Fortuño M A, Ravassa S, Etayo J C, Díez J
Vascular Pathophysiology Unit, School of Medicine, University of Navarra, Pamplona, Spain.
Hypertension. 1998 Aug;32(2):280-6. doi: 10.1161/01.hyp.32.2.280.
An association of increased apoptosis with overactivity of the local angiotensin-converting enzyme has been reported in cells from the left ventricle of adult rats with spontaneous hypertension (SHR). To gain insight into the regulation of cardiac apoptosis in arterial hypertension, we investigated the expression of the proteins Bcl-2 (an inhibitor of apoptosis) and Bax (an inducer of apoptosis) in the left ventricle of 30-week-old normotensive Wistar-Kyoto rats (WKY), SHR, and SHR treated with the angiotensin II type 1 receptor (AT1) antagonist losartan (20 mg x kg(-1) x d(-1)) during 14 weeks before death. The density of apoptotic cells was assessed by direct immunoperoxidase detection of biotin-labeled deoxyuridin nucleotides. The expression of Bcl-2 and Bax was assessed by Western blot analysis. Compared with WKY, untreated SHR exhibited increased (P<0.05) apoptosis, increased (P<0.01) Bax, and similar Bcl-2. The Bcl-2/Bax ratio (an inverse index of cell susceptibility to apoptosis) was lower (P<0.05) in untreated SHR than in WKY. The chronic administration of losartan was associated with the normalization of apoptosis, Bax expression, and the Bcl-2/Bax ratio in treated SHR. No changes in the expression of Bcl-2 were observed in these rats after treatment. No significant changes in the apoptotic density were observed between treated SHR with normal blood pressure and treated SHR with abnormally high blood pressure at the end of the treatment period. These results suggest that an association exists between increased apoptosis and overexpression of Bax oncoprotein in cells from the left ventricle of adult SHR. Chronic blockade of AT1 receptors prevents Bax overexpression and normalizes apoptosis in the left ventricle of SHR independently of its hemodynamic effect. On the basis of our findings, it can be proposed that the interaction of angiotensin II with its AT1 receptors may participate in the stimulation of Bax protein, which in turn renders cells from the left ventricle of SHR more susceptible to apoptosis.

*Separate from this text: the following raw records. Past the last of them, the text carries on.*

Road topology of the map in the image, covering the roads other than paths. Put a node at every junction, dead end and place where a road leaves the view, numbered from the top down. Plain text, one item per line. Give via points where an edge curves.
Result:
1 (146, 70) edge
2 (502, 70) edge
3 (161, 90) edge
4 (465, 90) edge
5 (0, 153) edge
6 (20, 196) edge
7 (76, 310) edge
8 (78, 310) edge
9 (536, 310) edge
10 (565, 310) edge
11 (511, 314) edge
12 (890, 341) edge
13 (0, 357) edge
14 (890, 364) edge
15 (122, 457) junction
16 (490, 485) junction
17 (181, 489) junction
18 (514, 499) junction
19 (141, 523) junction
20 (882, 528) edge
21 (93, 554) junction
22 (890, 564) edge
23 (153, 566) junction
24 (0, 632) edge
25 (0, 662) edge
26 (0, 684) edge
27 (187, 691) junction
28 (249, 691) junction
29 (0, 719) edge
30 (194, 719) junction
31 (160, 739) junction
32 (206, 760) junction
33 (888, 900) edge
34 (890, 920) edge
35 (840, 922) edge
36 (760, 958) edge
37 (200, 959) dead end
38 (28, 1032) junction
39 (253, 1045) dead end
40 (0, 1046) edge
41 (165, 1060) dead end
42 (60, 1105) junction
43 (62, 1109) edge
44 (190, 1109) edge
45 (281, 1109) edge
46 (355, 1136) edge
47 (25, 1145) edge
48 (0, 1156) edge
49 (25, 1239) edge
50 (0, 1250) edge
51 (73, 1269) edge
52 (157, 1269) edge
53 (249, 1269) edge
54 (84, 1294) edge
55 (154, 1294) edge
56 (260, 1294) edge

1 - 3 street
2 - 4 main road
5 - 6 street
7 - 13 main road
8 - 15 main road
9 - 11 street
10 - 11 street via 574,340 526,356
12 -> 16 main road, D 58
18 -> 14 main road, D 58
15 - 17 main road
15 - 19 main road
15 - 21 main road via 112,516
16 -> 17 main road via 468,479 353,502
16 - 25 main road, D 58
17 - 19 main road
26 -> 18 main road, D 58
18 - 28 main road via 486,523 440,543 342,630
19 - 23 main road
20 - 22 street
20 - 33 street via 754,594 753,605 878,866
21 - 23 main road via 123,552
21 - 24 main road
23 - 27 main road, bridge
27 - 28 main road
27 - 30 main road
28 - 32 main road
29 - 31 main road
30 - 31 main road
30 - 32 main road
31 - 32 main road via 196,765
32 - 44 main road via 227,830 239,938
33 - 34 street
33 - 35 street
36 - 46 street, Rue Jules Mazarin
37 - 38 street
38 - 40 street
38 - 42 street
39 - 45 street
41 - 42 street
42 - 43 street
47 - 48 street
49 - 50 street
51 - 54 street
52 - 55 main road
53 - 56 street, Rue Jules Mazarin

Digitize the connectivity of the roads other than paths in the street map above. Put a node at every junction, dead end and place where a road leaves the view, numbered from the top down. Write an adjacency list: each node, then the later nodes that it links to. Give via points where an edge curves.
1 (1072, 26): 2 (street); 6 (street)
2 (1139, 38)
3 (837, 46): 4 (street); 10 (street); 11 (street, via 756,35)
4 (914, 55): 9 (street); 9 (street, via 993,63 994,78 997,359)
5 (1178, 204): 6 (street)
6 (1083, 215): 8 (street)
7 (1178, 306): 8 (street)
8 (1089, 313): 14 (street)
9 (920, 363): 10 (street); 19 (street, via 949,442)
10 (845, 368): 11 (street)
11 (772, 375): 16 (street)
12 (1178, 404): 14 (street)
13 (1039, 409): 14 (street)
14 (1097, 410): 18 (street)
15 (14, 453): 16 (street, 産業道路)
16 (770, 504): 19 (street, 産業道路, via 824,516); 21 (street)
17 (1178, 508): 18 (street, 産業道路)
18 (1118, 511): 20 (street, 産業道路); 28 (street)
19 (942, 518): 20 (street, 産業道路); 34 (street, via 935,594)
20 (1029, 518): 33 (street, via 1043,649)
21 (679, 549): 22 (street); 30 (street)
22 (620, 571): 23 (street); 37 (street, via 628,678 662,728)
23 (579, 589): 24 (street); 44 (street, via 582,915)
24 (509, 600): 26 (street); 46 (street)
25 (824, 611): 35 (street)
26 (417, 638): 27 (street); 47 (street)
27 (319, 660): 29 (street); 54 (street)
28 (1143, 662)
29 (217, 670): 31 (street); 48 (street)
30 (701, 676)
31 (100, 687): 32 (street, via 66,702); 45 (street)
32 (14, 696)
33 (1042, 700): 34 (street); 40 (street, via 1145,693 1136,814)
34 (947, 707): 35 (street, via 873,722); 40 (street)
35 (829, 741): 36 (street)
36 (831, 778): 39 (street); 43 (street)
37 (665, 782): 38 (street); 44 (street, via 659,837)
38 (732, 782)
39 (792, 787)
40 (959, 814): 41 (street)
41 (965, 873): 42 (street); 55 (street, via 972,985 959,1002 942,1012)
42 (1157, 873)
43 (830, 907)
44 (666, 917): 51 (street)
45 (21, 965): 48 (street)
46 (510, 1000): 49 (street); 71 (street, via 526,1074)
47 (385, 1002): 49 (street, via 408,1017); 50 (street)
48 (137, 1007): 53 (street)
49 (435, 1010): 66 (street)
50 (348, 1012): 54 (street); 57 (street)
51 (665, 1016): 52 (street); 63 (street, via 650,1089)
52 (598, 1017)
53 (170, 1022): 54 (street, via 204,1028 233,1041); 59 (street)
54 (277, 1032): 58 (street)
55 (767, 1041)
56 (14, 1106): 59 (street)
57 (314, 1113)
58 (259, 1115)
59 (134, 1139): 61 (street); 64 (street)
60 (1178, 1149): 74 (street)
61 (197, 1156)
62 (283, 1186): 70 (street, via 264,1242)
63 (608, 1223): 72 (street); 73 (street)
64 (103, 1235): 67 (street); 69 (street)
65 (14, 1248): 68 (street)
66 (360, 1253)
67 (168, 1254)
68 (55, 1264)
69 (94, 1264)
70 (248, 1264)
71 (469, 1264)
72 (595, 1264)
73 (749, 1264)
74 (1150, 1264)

据报道,在成年自发性高血压大鼠(SHR)左心室细胞中,凋亡增加与局部血管紧张素转换酶活性过高有关。为深入了解动脉高血压中心脏凋亡的调控机制,我们研究了30周龄正常血压的Wistar-Kyoto大鼠(WKY)、SHR以及在处死前14周用1型血管紧张素II受体(AT1)拮抗剂氯沙坦(20 mg·kg⁻¹·d⁻¹)治疗的SHR左心室中凋亡抑制蛋白Bcl-2和凋亡诱导蛋白Bax的表达。通过对生物素标记的脱氧尿苷核苷酸进行直接免疫过氧化物酶检测来评估凋亡细胞的密度。通过蛋白质印迹分析评估Bcl-2和Bax的表达。与WKY相比,未经治疗的SHR凋亡增加(P<0.05),Bax增加(P<0.01),而Bcl-2相似。未经治疗的SHR中Bcl-2/Bax比值(细胞对凋亡敏感性的反向指标)低于WKY(P<0.05)。氯沙坦的长期给药与治疗的SHR中凋亡、Bax表达以及Bcl-2/Bax比值的正常化有关。治疗后这些大鼠中未观察到Bcl-2表达的变化。在治疗期末,血压正常的治疗SHR与血压异常高的治疗SHR之间凋亡密度无显著变化。这些结果表明,成年SHR左心室细胞中凋亡增加与Bax癌蛋白的过度表达之间存在关联。AT1受体的慢性阻断可防止Bax过度表达,并使SHR左心室的凋亡正常化,而与血流动力学效应无关。根据我们的研究结果,可以推测血管紧张素II与其AT1受体的相互作用可能参与了Bax蛋白的刺激,这反过来使SHR左心室细胞更容易发生凋亡。